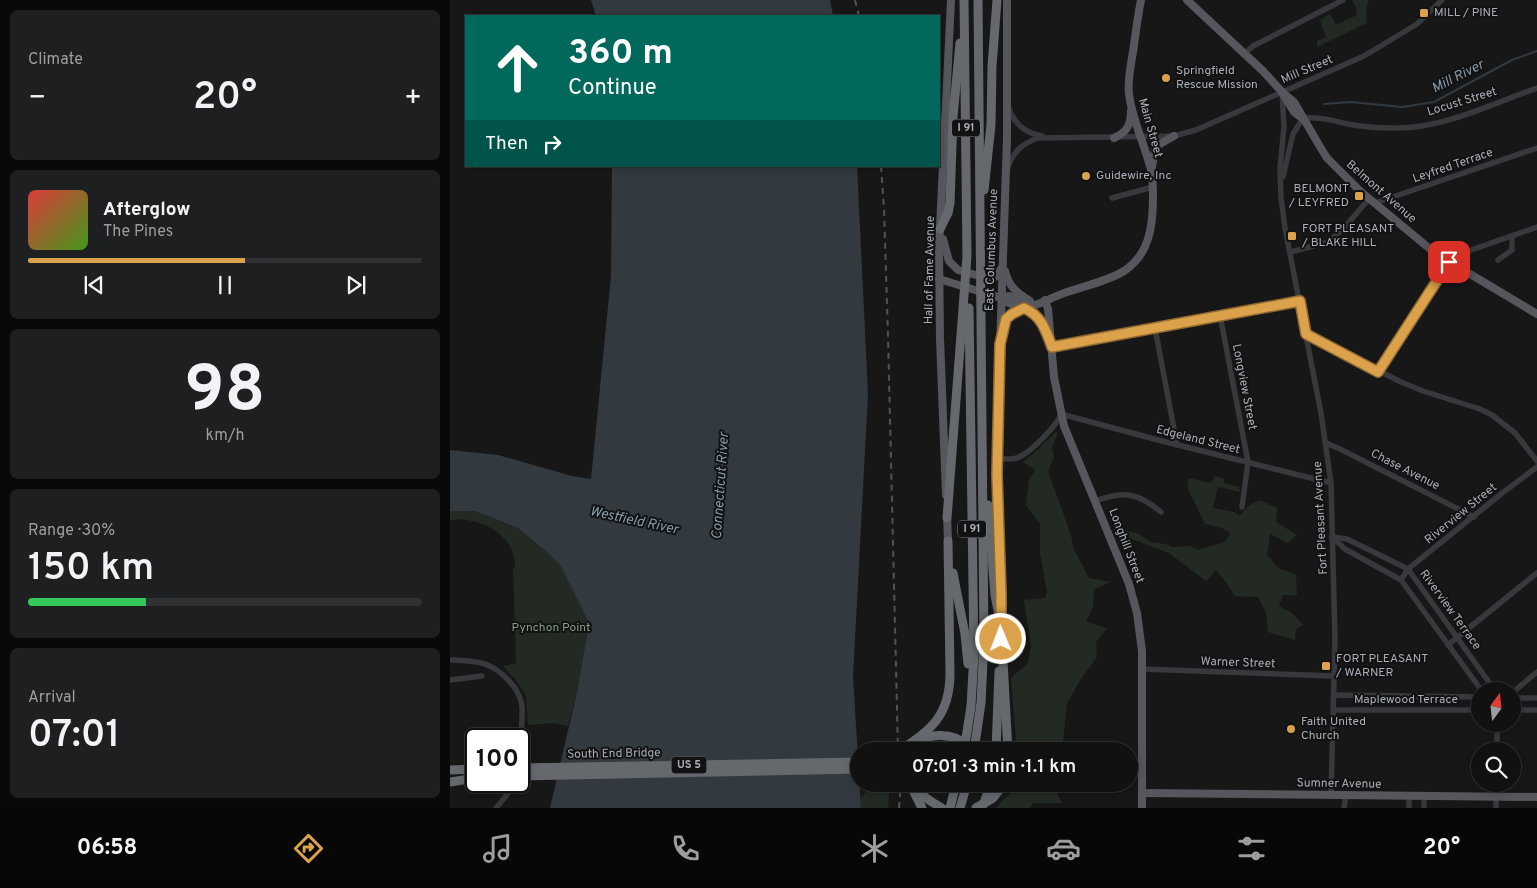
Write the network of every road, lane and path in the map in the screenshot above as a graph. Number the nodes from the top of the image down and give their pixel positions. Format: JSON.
{"nodes":[{"id":1,"x":951,"y":0,"type":"edge"},
{"id":2,"x":978,"y":0,"type":"edge"},
{"id":3,"x":997,"y":0,"type":"edge"},
{"id":4,"x":1007,"y":0,"type":"edge"},
{"id":5,"x":1137,"y":0,"type":"edge"},
{"id":6,"x":1141,"y":0,"type":"edge"},
{"id":7,"x":1343,"y":0,"type":"edge"},
{"id":8,"x":1442,"y":0,"type":"edge"},
{"id":9,"x":1190,"y":1,"type":"edge"},
{"id":10,"x":964,"y":2,"type":"edge"},
{"id":11,"x":1138,"y":19,"type":"junction"},
{"id":12,"x":1244,"y":54,"type":"junction"},
{"id":13,"x":1537,"y":88,"type":"edge"},
{"id":14,"x":1282,"y":92,"type":"junction"},
{"id":15,"x":1007,"y":99,"type":"junction"},
{"id":16,"x":1131,"y":104,"type":"junction"},
{"id":17,"x":1303,"y":118,"type":"junction"},
{"id":18,"x":1174,"y":136,"type":"junction"},
{"id":19,"x":1141,"y":137,"type":"junction"},
{"id":20,"x":1049,"y":138,"type":"junction"},
{"id":21,"x":1114,"y":138,"type":"junction"},
{"id":22,"x":1537,"y":148,"type":"edge"},
{"id":23,"x":1151,"y":171,"type":"junction"},
{"id":24,"x":1006,"y":177,"type":"junction"},
{"id":25,"x":1281,"y":184,"type":"junction"},
{"id":26,"x":1153,"y":187,"type":"junction"},
{"id":27,"x":1112,"y":198,"type":"dead end"},
{"id":28,"x":1372,"y":201,"type":"junction"},
{"id":29,"x":980,"y":220,"type":"junction"},
{"id":30,"x":1537,"y":227,"type":"edge"},
{"id":31,"x":940,"y":229,"type":"junction"},
{"id":32,"x":1512,"y":236,"type":"junction"},
{"id":33,"x":1290,"y":252,"type":"junction"},
{"id":34,"x":1498,"y":260,"type":"dead end"},
{"id":35,"x":1449,"y":262,"type":"junction"},
{"id":36,"x":1002,"y":265,"type":"junction"},
{"id":37,"x":939,"y":279,"type":"junction"},
{"id":38,"x":1001,"y":298,"type":"junction"},
{"id":39,"x":1046,"y":300,"type":"junction"},
{"id":40,"x":1300,"y":301,"type":"junction"},
{"id":41,"x":1027,"y":305,"type":"junction"},
{"id":42,"x":967,"y":306,"type":"junction"},
{"id":43,"x":1537,"y":314,"type":"edge"},
{"id":44,"x":1220,"y":315,"type":"junction"},
{"id":45,"x":1155,"y":328,"type":"junction"},
{"id":46,"x":1306,"y":334,"type":"junction"},
{"id":47,"x":1000,"y":344,"type":"junction"},
{"id":48,"x":1052,"y":347,"type":"junction"},
{"id":49,"x":1378,"y":372,"type":"junction"},
{"id":50,"x":1061,"y":414,"type":"junction"},
{"id":51,"x":983,"y":430,"type":"junction"},
{"id":52,"x":1326,"y":443,"type":"junction"},
{"id":53,"x":1177,"y":445,"type":"junction"},
{"id":54,"x":997,"y":458,"type":"junction"},
{"id":55,"x":1537,"y":461,"type":"edge"},
{"id":56,"x":1248,"y":462,"type":"junction"},
{"id":57,"x":1537,"y":467,"type":"edge"},
{"id":58,"x":1331,"y":483,"type":"junction"},
{"id":59,"x":1096,"y":501,"type":"junction"},
{"id":60,"x":1242,"y":507,"type":"dead end"},
{"id":61,"x":1161,"y":512,"type":"dead end"},
{"id":62,"x":1474,"y":517,"type":"junction"},
{"id":63,"x":947,"y":518,"type":"junction"},
{"id":64,"x":1332,"y":537,"type":"junction"},
{"id":65,"x":948,"y":541,"type":"junction"},
{"id":66,"x":1408,"y":569,"type":"junction"},
{"id":67,"x":1537,"y":574,"type":"edge"},
{"id":68,"x":1401,"y":580,"type":"junction"},
{"id":69,"x":1000,"y":621,"type":"junction"},
{"id":70,"x":1458,"y":636,"type":"junction"},
{"id":71,"x":1001,"y":639,"type":"junction"},
{"id":72,"x":1448,"y":644,"type":"junction"},
{"id":73,"x":450,"y":660,"type":"edge"},
{"id":74,"x":1142,"y":669,"type":"junction"},
{"id":75,"x":1537,"y":672,"type":"edge"},
{"id":76,"x":482,"y":676,"type":"dead end"},
{"id":77,"x":1334,"y":676,"type":"junction"},
{"id":78,"x":450,"y":680,"type":"edge"},
{"id":79,"x":1475,"y":682,"type":"edge"},
{"id":80,"x":1490,"y":682,"type":"edge"},
{"id":81,"x":1521,"y":685,"type":"edge"},
{"id":82,"x":1334,"y":695,"type":"junction"},
{"id":83,"x":1471,"y":697,"type":"edge"},
{"id":84,"x":1521,"y":698,"type":"edge"},
{"id":85,"x":1537,"y":698,"type":"edge"},
{"id":86,"x":1333,"y":710,"type":"junction"},
{"id":87,"x":1471,"y":710,"type":"edge"},
{"id":88,"x":1521,"y":710,"type":"edge"},
{"id":89,"x":1537,"y":710,"type":"edge"},
{"id":90,"x":968,"y":727,"type":"junction"},
{"id":91,"x":521,"y":728,"type":"edge"},
{"id":92,"x":912,"y":742,"type":"edge"},
{"id":93,"x":916,"y":742,"type":"edge"},
{"id":94,"x":964,"y":742,"type":"edge"},
{"id":95,"x":966,"y":742,"type":"edge"},
{"id":96,"x":976,"y":742,"type":"edge"},
{"id":97,"x":996,"y":742,"type":"edge"},
{"id":98,"x":1008,"y":742,"type":"edge"},
{"id":99,"x":850,"y":762,"type":"edge"},
{"id":100,"x":530,"y":768,"type":"edge"},
{"id":101,"x":450,"y":769,"type":"edge"},
{"id":102,"x":850,"y":769,"type":"edge"},
{"id":103,"x":465,"y":770,"type":"edge"},
{"id":104,"x":450,"y":776,"type":"edge"},
{"id":105,"x":530,"y":776,"type":"edge"},
{"id":106,"x":465,"y":777,"type":"edge"},
{"id":107,"x":465,"y":780,"type":"edge"},
{"id":108,"x":450,"y":782,"type":"edge"},
{"id":109,"x":913,"y":792,"type":"edge"},
{"id":110,"x":917,"y":792,"type":"edge"},
{"id":111,"x":954,"y":792,"type":"edge"},
{"id":112,"x":965,"y":792,"type":"edge"},
{"id":113,"x":989,"y":792,"type":"edge"},
{"id":114,"x":995,"y":792,"type":"edge"},
{"id":115,"x":1496,"y":792,"type":"edge"},
{"id":116,"x":508,"y":793,"type":"edge"},
{"id":117,"x":1142,"y":793,"type":"junction"},
{"id":118,"x":1331,"y":795,"type":"junction"},
{"id":119,"x":1346,"y":795,"type":"junction"},
{"id":120,"x":1409,"y":796,"type":"junction"},
{"id":121,"x":1424,"y":796,"type":"junction"},
{"id":122,"x":1496,"y":797,"type":"junction"},
{"id":123,"x":1537,"y":797,"type":"edge"},
{"id":124,"x":989,"y":798,"type":"junction"},
{"id":125,"x":939,"y":806,"type":"edge"},
{"id":126,"x":496,"y":808,"type":"edge"},
{"id":127,"x":922,"y":808,"type":"edge"},
{"id":128,"x":950,"y":808,"type":"edge"},
{"id":129,"x":960,"y":808,"type":"edge"},
{"id":130,"x":976,"y":808,"type":"edge"},
{"id":131,"x":982,"y":808,"type":"edge"},
{"id":132,"x":1142,"y":808,"type":"edge"},
{"id":133,"x":1344,"y":808,"type":"edge"},
{"id":134,"x":1409,"y":808,"type":"edge"},
{"id":135,"x":1424,"y":808,"type":"edge"},
{"id":136,"x":1496,"y":808,"type":"edge"}],
"edges":[{"from":1,"to":31,"type":"main road","name":"Hall of Fame Avenue"},
{"from":2,"to":29,"type":"highway","number":"I 91"},
{"from":3,"to":29,"type":"highway"},
{"from":4,"to":15,"type":"main road","name":"East Columbus Avenue"},
{"from":5,"to":11,"type":"main road","name":"Main Street"},
{"from":6,"to":11,"type":"main road","name":"Main Street"},
{"from":7,"to":12,"type":"street"},
{"from":8,"to":14,"type":"street","name":"Mill Street"},
{"from":9,"to":12,"type":"main road"},
{"from":10,"to":31,"type":"highway"},
{"from":10,"to":42,"type":"highway","number":"I 91"},
{"from":11,"to":16,"type":"main road","name":"Main Street"},
{"from":12,"to":14,"type":"main road"},
{"from":13,"to":17,"type":"street","name":"Locust Street"},
{"from":14,"to":17,"type":"main road"},
{"from":14,"to":18,"type":"street","name":"Mill Street"},
{"from":14,"to":25,"type":"street","name":"Fort Pleasant Avenue"},
{"from":15,"to":20,"type":"street","name":"Mill Street"},
{"from":15,"to":24,"type":"main road","name":"East Columbus Avenue"},
{"from":16,"to":19,"type":"main road","name":"Main Street"},
{"from":16,"to":21,"type":"main road"},
{"from":17,"to":25,"type":"street","name":"Fort Pleasant Avenue"},
{"from":17,"to":28,"type":"main road","name":"Belmont Avenue"},
{"from":18,"to":19,"type":"street","name":"Mill Street"},
{"from":18,"to":23,"type":"main road"},
{"from":19,"to":21,"type":"street","name":"Mill Street"},
{"from":19,"to":23,"type":"main road","name":"Main Street"},
{"from":20,"to":21,"type":"street","name":"Mill Street"},
{"from":20,"to":24,"type":"street","name":"Mill Street"},
{"from":22,"to":28,"type":"street","name":"Leyfred Terrace"},
{"from":23,"to":26,"type":"main road","name":"Main Street"},
{"from":24,"to":36,"type":"main road","name":"East Columbus Avenue"},
{"from":25,"to":33,"type":"street","name":"Fort Pleasant Avenue"},
{"from":26,"to":27,"type":"street"},
{"from":26,"to":39,"type":"main road","name":"Main Street"},
{"from":28,"to":33,"type":"street"},
{"from":28,"to":35,"type":"main road","name":"Belmont Avenue"},
{"from":29,"to":51,"type":"highway","number":"I 91"},
{"from":30,"to":32,"type":"street"},
{"from":31,"to":36,"type":"main road"},
{"from":31,"to":37,"type":"main road","name":"Hall of Fame Avenue"},
{"from":32,"to":34,"type":"street"},
{"from":32,"to":35,"type":"street"},
{"from":33,"to":40,"type":"street","name":"Fort Pleasant Avenue"},
{"from":35,"to":43,"type":"main road","name":"Belmont Avenue"},
{"from":35,"to":49,"type":"street"},
{"from":36,"to":38,"type":"main road","name":"East Columbus Avenue"},
{"from":36,"to":41,"type":"main road"},
{"from":37,"to":38,"type":"main road"},
{"from":37,"to":63,"type":"main road","name":"Hall of Fame Avenue"},
{"from":38,"to":41,"type":"main road"},
{"from":38,"to":47,"type":"main road","name":"East Columbus Avenue"},
{"from":39,"to":41,"type":"main road","name":"Main Street"},
{"from":39,"to":48,"type":"main road","name":"Longhill Street"},
{"from":40,"to":44,"type":"street"},
{"from":40,"to":46,"type":"street","name":"Fort Pleasant Avenue"},
{"from":41,"to":47,"type":"main road","name":"Main Street"},
{"from":41,"to":48,"type":"main road"},
{"from":42,"to":63,"type":"highway"},
{"from":42,"to":90,"type":"highway","number":"I 91"},
{"from":44,"to":45,"type":"street"},
{"from":44,"to":56,"type":"street","name":"Longview Street"},
{"from":45,"to":48,"type":"street"},
{"from":45,"to":53,"type":"street"},
{"from":46,"to":49,"type":"street"},
{"from":46,"to":52,"type":"street","name":"Fort Pleasant Avenue"},
{"from":47,"to":54,"type":"main road","name":"East Columbus Avenue"},
{"from":48,"to":50,"type":"main road","name":"Longhill Street"},
{"from":49,"to":55,"type":"street"},
{"from":50,"to":53,"type":"street","name":"Edgeland Street"},
{"from":50,"to":54,"type":"street"},
{"from":50,"to":59,"type":"main road","name":"Longhill Street"},
{"from":51,"to":69,"type":"highway"},
{"from":51,"to":96,"type":"highway","number":"I 91"},
{"from":52,"to":58,"type":"street","name":"Fort Pleasant Avenue"},
{"from":52,"to":62,"type":"street","name":"Chase Avenue"},
{"from":53,"to":56,"type":"street","name":"Edgeland Street"},
{"from":54,"to":69,"type":"main road","name":"East Columbus Avenue"},
{"from":56,"to":58,"type":"street","name":"Edgeland Street"},
{"from":56,"to":60,"type":"street","name":"Longview Street"},
{"from":57,"to":62,"type":"street","name":"Riverview Street"},
{"from":58,"to":64,"type":"street","name":"Fort Pleasant Avenue"},
{"from":59,"to":61,"type":"street"},
{"from":59,"to":74,"type":"main road","name":"Longhill Street"},
{"from":62,"to":66,"type":"street","name":"Riverview Street"},
{"from":63,"to":65,"type":"main road","name":"Hall of Fame Avenue"},
{"from":64,"to":66,"type":"street","name":"Riverview Terrace"},
{"from":64,"to":68,"type":"street","name":"Riverview Terrace"},
{"from":64,"to":77,"type":"street","name":"Fort Pleasant Avenue"},
{"from":65,"to":90,"type":"highway"},
{"from":65,"to":92,"type":"highway"},
{"from":66,"to":68,"type":"street","name":"Riverview Street"},
{"from":66,"to":70,"type":"street","name":"Riverview Terrace"},
{"from":67,"to":70,"type":"street"},
{"from":68,"to":72,"type":"street","name":"Riverview Terrace"},
{"from":69,"to":71,"type":"highway"},
{"from":70,"to":72,"type":"street"},
{"from":70,"to":80,"type":"street","name":"Riverview Terrace"},
{"from":71,"to":97,"type":"highway"},
{"from":71,"to":98,"type":"highway"},
{"from":72,"to":79,"type":"street","name":"Riverview Terrace"},
{"from":73,"to":91,"type":"street"},
{"from":74,"to":77,"type":"street","name":"Warner Street"},
{"from":74,"to":117,"type":"main road","name":"Longhill Street"},
{"from":75,"to":81,"type":"street"},
{"from":76,"to":78,"type":"street"},
{"from":77,"to":82,"type":"street","name":"Fort Pleasant Avenue"},
{"from":82,"to":83,"type":"street","name":"Maplewood Terrace"},
{"from":82,"to":86,"type":"street","name":"Fort Pleasant Avenue"},
{"from":84,"to":85,"type":"street"},
{"from":86,"to":87,"type":"street","name":"Maplewood Terrace"},
{"from":86,"to":118,"type":"street","name":"Fort Pleasant Avenue"},
{"from":88,"to":89,"type":"street"},
{"from":90,"to":95,"type":"highway","number":"I 91"},
{"from":93,"to":94,"type":"highway"},
{"from":99,"to":100,"type":"highway","name":"South End Bridge","number":"US 5"},
{"from":101,"to":103,"type":"highway"},
{"from":102,"to":105,"type":"highway","name":"South End Bridge","number":"US 5"},
{"from":104,"to":106,"type":"highway"},
{"from":107,"to":108,"type":"highway"},
{"from":109,"to":127,"type":"highway"},
{"from":110,"to":125,"type":"highway"},
{"from":111,"to":128,"type":"highway"},
{"from":112,"to":129,"type":"highway"},
{"from":113,"to":124,"type":"highway"},
{"from":114,"to":124,"type":"highway"},
{"from":115,"to":122,"type":"street"},
{"from":116,"to":126,"type":"street"},
{"from":117,"to":118,"type":"main road","name":"Sumner Avenue"},
{"from":117,"to":132,"type":"main road","name":"Longhill Street"},
{"from":118,"to":119,"type":"main road","name":"Sumner Avenue"},
{"from":119,"to":120,"type":"main road","name":"Sumner Avenue"},
{"from":119,"to":133,"type":"street"},
{"from":120,"to":121,"type":"main road","name":"Sumner Avenue"},
{"from":120,"to":134,"type":"street"},
{"from":121,"to":122,"type":"main road","name":"Sumner Avenue"},
{"from":121,"to":135,"type":"street"},
{"from":122,"to":123,"type":"main road","name":"Sumner Avenue"},
{"from":122,"to":136,"type":"street"},
{"from":124,"to":130,"type":"highway"},
{"from":124,"to":131,"type":"highway"}]}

-----

§ TASK PROMPT:
Count how many lines in the material above hold the word "Belmont", then write the number and nothing more.

§ REPLY:
3